-- Problem requirements --
Lines that include "Yevropeiska" make up the answer; copy all of them from the data below.

Extracted records section start

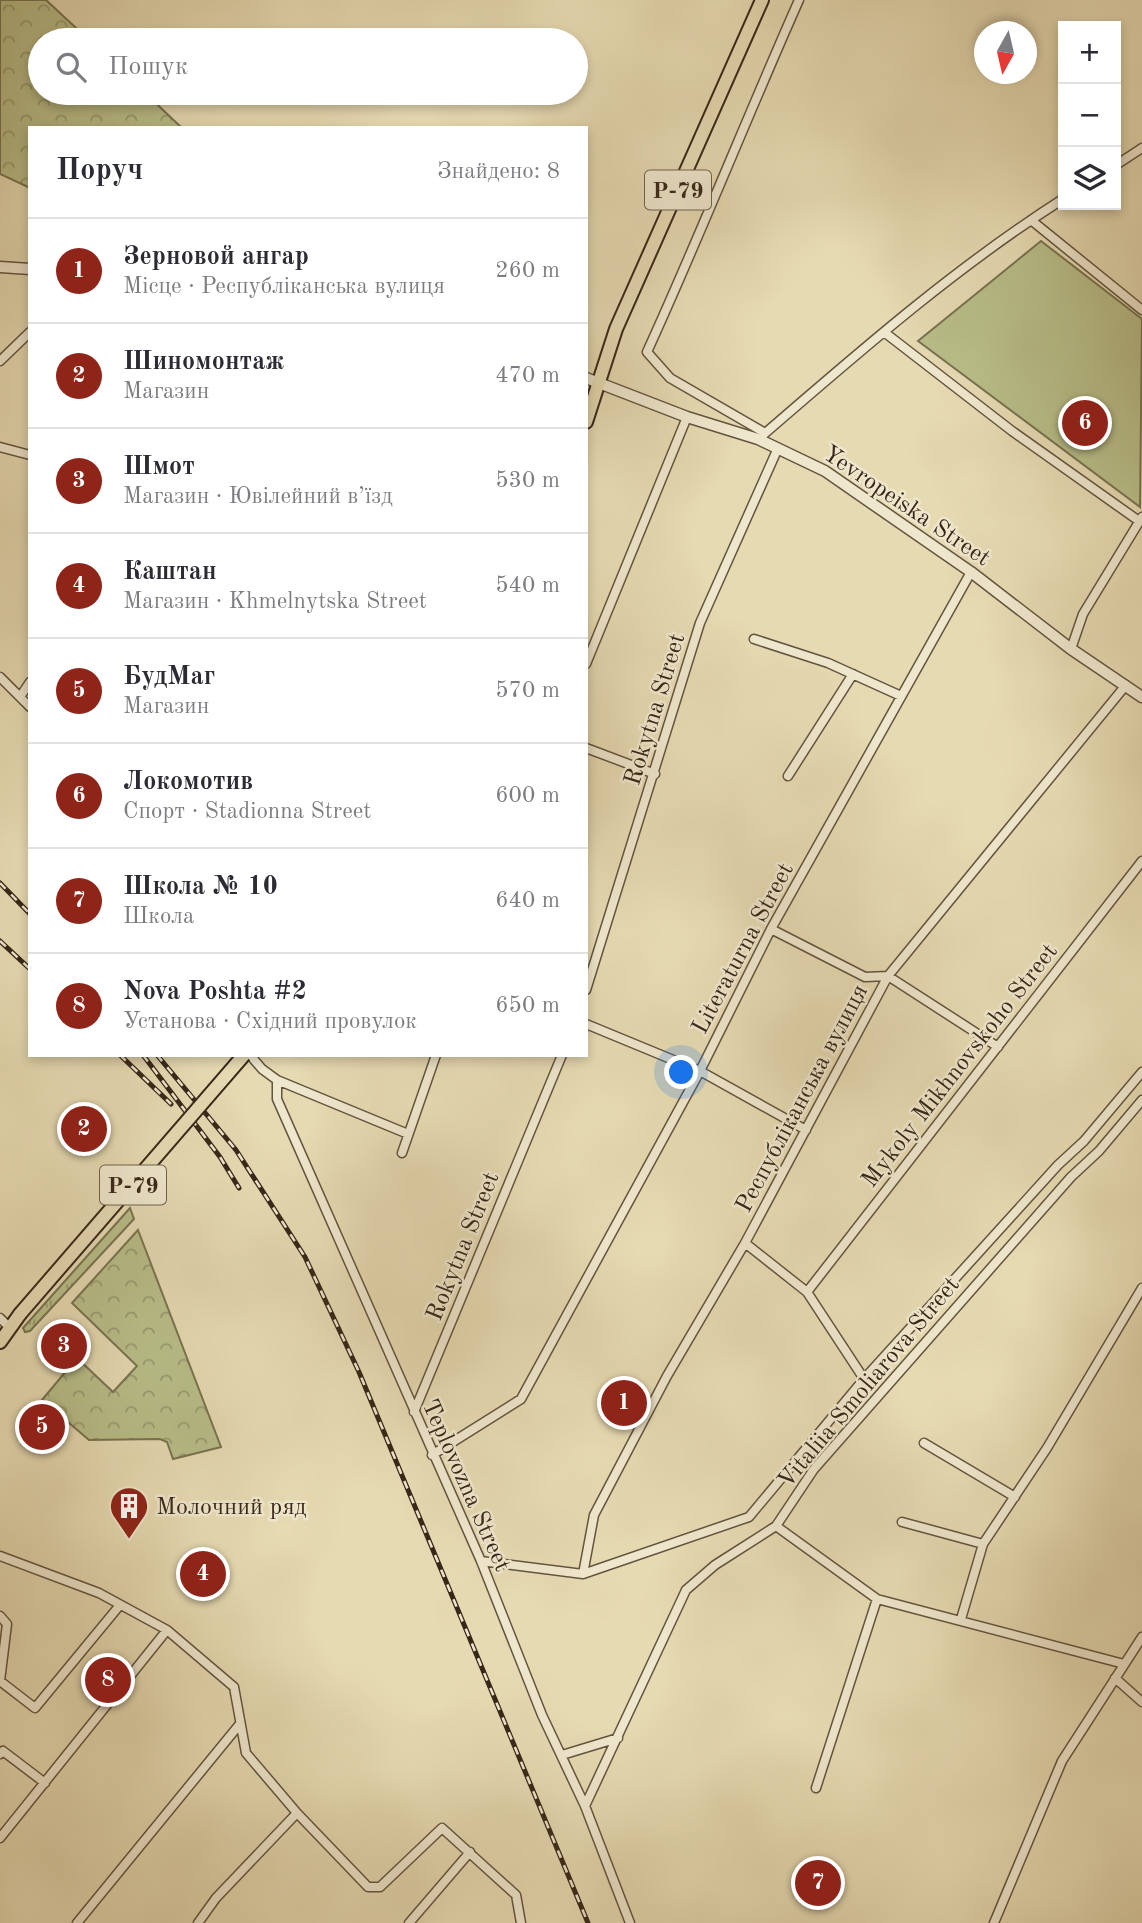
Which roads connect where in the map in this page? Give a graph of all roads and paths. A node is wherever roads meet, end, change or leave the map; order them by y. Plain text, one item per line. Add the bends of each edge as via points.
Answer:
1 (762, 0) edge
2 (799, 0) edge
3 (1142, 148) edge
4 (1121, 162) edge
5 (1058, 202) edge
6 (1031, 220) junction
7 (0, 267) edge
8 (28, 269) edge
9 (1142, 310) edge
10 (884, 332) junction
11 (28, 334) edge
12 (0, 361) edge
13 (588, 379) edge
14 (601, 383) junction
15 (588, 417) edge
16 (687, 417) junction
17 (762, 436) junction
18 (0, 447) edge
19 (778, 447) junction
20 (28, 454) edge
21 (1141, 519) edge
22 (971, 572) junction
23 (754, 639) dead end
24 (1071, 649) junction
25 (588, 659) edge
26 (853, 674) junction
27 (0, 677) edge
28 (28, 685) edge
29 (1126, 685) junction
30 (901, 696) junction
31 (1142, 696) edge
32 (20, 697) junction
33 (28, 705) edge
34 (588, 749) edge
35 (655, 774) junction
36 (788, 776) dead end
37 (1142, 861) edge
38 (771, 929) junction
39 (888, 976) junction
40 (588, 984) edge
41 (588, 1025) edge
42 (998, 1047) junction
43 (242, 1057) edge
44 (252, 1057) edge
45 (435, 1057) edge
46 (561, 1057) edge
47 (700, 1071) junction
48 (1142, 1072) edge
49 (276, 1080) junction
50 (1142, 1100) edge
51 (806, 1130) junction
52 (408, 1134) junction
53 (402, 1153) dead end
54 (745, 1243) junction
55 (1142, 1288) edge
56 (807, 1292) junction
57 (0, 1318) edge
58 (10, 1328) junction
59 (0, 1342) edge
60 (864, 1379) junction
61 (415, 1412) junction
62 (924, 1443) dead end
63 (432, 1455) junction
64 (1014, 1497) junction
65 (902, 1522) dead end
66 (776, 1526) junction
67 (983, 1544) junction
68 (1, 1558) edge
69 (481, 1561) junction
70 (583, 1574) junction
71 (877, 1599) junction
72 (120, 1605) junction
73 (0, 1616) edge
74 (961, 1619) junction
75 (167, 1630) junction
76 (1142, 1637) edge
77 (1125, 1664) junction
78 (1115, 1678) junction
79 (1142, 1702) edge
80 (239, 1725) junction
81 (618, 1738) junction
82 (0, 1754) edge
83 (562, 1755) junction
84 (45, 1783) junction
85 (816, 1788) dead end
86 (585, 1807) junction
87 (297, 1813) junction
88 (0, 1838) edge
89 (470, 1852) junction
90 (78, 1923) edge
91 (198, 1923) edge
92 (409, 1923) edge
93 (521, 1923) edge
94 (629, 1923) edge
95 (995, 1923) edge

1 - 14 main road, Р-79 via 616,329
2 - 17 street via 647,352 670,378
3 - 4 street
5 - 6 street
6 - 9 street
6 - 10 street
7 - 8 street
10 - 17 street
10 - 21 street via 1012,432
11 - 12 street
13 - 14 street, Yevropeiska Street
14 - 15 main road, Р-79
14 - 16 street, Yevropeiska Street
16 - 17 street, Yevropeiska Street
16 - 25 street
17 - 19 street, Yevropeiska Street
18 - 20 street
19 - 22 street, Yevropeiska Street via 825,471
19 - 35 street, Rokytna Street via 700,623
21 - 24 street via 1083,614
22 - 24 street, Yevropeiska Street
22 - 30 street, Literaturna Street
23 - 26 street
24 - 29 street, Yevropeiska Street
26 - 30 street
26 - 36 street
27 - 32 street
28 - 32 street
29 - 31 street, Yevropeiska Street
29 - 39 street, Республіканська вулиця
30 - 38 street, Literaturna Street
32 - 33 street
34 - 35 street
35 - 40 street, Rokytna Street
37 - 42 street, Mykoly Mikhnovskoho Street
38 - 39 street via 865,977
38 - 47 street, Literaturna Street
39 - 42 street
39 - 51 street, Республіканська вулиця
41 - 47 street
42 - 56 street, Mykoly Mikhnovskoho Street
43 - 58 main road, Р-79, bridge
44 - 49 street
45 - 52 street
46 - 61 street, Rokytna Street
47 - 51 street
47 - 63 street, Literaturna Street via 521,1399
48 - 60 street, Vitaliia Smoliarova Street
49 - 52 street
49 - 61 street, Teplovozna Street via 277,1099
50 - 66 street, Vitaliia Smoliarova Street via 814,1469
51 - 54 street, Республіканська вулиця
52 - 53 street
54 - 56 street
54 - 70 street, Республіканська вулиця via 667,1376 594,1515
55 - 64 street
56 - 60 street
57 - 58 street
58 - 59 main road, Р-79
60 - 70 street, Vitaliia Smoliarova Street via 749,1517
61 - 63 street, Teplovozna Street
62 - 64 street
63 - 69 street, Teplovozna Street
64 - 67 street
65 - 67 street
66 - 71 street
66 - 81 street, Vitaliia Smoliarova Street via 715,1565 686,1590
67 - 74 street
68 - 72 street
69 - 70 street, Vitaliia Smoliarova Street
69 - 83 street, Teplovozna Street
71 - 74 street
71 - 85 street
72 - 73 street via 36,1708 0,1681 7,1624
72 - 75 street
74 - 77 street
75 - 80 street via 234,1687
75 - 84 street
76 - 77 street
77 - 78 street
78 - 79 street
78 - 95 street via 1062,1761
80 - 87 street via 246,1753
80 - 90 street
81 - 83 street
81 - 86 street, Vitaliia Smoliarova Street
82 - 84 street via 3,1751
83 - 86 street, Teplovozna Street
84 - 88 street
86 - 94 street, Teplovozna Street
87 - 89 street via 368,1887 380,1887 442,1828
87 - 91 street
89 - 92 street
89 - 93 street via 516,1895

Extracted records section end

-- Exercise response --
13 - 14 street, Yevropeiska Street
14 - 16 street, Yevropeiska Street
16 - 17 street, Yevropeiska Street
17 - 19 street, Yevropeiska Street
19 - 22 street, Yevropeiska Street via 825,471
22 - 24 street, Yevropeiska Street
24 - 29 street, Yevropeiska Street
29 - 31 street, Yevropeiska Street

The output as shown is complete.